Go through the records below and return each line that has "Wolkerova" in it.

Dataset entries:
>>>

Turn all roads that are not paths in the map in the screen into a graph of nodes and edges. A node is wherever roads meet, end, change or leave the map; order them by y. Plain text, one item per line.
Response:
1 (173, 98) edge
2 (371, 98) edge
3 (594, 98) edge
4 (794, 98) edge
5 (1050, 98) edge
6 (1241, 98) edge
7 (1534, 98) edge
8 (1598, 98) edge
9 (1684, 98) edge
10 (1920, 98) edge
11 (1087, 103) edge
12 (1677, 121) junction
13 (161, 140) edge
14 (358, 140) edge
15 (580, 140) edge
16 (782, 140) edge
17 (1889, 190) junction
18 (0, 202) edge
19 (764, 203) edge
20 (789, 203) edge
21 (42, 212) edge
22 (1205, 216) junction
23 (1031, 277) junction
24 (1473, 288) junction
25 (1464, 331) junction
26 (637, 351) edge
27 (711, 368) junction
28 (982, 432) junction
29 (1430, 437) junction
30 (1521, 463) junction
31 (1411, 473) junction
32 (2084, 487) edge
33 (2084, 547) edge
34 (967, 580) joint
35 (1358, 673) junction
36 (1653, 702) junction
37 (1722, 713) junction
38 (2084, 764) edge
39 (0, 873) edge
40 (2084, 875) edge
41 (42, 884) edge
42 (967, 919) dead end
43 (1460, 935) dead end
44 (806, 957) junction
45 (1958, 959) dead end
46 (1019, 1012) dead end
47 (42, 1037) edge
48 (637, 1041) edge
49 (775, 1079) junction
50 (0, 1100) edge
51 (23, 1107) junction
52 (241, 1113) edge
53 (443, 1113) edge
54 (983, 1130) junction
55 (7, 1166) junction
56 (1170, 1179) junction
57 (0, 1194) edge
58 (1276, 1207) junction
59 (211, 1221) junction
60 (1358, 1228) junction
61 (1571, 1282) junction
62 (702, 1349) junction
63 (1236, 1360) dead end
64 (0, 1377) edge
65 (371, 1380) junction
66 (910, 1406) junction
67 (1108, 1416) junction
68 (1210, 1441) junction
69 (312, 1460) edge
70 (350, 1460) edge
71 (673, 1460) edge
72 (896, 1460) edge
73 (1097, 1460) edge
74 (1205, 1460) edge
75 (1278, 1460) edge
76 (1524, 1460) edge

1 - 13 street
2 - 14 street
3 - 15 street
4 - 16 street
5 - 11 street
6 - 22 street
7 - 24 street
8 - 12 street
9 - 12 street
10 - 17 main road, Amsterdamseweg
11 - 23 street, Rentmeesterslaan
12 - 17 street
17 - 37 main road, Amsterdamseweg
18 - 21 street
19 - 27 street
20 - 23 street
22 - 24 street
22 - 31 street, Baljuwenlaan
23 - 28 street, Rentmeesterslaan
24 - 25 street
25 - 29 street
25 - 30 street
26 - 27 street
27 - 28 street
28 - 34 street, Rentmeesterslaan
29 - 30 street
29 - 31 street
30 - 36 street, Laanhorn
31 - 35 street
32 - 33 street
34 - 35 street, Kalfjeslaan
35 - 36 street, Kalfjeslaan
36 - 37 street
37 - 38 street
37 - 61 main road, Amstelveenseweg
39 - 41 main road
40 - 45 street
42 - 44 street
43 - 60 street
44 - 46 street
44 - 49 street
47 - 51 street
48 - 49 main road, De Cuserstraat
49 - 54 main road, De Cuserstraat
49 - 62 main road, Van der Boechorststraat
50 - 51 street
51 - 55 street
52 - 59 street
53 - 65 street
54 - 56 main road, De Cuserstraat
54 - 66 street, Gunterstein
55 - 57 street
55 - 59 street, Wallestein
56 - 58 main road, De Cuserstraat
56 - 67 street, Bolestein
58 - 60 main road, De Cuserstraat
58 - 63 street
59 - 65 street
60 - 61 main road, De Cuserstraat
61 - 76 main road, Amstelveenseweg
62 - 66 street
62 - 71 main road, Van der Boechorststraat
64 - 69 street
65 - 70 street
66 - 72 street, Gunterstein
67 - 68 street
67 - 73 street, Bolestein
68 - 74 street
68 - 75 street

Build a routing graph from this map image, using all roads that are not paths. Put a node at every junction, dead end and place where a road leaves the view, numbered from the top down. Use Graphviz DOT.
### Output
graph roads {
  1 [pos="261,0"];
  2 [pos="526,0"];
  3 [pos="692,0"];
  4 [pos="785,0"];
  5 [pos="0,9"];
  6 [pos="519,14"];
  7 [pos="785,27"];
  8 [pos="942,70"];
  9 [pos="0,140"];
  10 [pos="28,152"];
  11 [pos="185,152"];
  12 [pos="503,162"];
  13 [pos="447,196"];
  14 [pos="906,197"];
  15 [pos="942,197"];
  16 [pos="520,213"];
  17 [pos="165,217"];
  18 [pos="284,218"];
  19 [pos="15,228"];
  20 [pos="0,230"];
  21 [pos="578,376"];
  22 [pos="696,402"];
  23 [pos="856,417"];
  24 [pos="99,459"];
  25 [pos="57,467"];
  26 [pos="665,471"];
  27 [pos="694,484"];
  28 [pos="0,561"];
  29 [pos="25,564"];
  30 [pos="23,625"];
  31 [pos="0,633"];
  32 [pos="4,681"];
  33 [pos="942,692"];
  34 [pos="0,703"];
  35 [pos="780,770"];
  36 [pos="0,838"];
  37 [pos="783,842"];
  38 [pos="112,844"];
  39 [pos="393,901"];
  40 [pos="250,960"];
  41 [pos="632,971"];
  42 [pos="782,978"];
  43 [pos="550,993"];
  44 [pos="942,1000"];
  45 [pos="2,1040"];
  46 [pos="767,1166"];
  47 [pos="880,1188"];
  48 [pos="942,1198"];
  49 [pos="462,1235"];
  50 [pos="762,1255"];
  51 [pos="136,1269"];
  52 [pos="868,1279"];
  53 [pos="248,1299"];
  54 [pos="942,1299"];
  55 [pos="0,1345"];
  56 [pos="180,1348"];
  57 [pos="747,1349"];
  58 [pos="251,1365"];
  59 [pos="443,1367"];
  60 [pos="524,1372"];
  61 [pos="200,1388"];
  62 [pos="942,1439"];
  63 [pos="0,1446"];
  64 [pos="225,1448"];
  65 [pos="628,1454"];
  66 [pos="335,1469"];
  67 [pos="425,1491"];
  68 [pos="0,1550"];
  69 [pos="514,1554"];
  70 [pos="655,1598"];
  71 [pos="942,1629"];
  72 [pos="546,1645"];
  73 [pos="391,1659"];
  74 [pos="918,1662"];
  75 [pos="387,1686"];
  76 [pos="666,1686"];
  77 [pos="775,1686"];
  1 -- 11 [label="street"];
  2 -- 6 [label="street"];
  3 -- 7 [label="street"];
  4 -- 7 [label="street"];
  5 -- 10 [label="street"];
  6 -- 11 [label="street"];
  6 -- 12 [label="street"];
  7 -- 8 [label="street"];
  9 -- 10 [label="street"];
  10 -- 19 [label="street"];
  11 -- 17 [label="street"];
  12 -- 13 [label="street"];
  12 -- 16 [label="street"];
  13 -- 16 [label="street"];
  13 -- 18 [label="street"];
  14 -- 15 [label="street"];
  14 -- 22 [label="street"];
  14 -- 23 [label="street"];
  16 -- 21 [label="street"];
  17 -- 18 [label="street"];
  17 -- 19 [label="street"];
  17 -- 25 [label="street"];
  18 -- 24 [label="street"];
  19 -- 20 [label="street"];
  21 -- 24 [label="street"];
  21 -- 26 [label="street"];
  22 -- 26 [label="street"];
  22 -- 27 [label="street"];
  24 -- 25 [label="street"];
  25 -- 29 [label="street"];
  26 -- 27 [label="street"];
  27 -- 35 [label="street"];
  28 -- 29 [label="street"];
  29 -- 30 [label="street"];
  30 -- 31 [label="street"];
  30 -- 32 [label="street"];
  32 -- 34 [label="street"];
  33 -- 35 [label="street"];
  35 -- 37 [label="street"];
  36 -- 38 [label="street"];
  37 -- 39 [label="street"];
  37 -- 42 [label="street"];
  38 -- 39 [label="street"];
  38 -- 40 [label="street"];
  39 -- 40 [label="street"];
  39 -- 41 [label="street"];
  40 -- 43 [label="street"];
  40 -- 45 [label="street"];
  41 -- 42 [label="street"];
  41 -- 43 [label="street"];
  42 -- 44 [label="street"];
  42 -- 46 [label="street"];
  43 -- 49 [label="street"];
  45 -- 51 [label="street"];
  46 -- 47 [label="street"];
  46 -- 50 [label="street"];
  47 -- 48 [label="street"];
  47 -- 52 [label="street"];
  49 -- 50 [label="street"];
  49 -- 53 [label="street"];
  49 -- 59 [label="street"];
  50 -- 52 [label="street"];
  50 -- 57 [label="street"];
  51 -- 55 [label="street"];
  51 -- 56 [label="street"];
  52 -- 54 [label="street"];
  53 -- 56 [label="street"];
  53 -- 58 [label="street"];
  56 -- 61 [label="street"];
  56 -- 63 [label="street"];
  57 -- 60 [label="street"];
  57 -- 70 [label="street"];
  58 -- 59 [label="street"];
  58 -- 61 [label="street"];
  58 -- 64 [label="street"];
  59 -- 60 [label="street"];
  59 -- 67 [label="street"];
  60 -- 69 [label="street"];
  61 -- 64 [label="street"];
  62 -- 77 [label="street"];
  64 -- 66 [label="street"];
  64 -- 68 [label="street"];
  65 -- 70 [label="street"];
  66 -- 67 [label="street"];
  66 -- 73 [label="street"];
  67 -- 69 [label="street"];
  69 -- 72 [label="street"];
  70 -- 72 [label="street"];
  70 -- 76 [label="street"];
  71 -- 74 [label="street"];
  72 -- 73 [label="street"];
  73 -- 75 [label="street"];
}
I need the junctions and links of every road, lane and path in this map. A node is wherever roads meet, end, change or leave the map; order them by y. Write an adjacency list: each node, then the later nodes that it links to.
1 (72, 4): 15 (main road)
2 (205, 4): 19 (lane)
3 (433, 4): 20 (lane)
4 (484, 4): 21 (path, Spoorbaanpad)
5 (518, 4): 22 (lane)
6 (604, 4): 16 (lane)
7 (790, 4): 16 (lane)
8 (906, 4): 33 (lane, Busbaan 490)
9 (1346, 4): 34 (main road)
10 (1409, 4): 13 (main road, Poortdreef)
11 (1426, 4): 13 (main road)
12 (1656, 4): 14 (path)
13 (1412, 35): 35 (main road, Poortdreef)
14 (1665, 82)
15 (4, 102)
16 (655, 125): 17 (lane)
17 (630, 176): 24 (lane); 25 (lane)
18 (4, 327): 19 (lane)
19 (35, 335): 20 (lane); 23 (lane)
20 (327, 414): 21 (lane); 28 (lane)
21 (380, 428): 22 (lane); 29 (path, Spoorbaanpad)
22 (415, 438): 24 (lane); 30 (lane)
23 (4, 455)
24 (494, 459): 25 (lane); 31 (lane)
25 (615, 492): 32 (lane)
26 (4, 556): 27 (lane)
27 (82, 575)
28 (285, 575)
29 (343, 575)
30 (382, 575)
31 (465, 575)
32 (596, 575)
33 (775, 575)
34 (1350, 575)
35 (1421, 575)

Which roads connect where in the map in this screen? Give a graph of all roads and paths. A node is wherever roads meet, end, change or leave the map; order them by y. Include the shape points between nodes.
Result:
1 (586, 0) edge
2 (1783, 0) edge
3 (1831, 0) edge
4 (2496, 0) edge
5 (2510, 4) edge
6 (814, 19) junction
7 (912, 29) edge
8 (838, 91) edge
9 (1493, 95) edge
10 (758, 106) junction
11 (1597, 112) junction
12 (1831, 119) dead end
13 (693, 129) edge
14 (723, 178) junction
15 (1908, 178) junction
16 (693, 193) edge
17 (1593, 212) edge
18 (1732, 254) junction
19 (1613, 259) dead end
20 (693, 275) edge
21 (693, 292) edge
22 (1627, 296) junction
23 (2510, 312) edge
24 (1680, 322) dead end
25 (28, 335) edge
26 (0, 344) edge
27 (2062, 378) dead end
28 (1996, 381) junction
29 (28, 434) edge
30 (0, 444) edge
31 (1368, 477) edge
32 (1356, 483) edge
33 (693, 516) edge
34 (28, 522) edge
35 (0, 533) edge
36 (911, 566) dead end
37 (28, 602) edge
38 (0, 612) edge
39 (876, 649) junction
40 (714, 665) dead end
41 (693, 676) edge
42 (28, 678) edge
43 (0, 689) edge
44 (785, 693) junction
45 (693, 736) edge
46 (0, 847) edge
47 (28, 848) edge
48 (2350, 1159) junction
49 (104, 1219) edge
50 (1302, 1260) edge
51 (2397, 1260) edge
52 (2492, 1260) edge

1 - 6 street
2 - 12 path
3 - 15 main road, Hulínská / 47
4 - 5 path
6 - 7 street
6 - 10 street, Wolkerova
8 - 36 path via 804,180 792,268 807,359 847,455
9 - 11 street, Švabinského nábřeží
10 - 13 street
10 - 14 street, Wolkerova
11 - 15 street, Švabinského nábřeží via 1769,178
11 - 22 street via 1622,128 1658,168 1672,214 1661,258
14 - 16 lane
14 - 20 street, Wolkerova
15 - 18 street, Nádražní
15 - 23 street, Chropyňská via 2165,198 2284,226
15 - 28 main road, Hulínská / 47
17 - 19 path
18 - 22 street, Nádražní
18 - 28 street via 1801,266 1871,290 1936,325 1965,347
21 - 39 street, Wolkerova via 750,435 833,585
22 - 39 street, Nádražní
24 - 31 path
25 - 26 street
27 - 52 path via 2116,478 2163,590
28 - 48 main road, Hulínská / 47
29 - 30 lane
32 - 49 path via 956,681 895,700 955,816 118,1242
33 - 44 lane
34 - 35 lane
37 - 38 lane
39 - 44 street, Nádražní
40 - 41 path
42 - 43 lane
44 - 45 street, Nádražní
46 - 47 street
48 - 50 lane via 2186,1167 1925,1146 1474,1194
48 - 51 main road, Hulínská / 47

<<<

▸ **Solution to this problem**
6 - 10 street, Wolkerova
10 - 14 street, Wolkerova
14 - 20 street, Wolkerova
21 - 39 street, Wolkerova via 750,435 833,585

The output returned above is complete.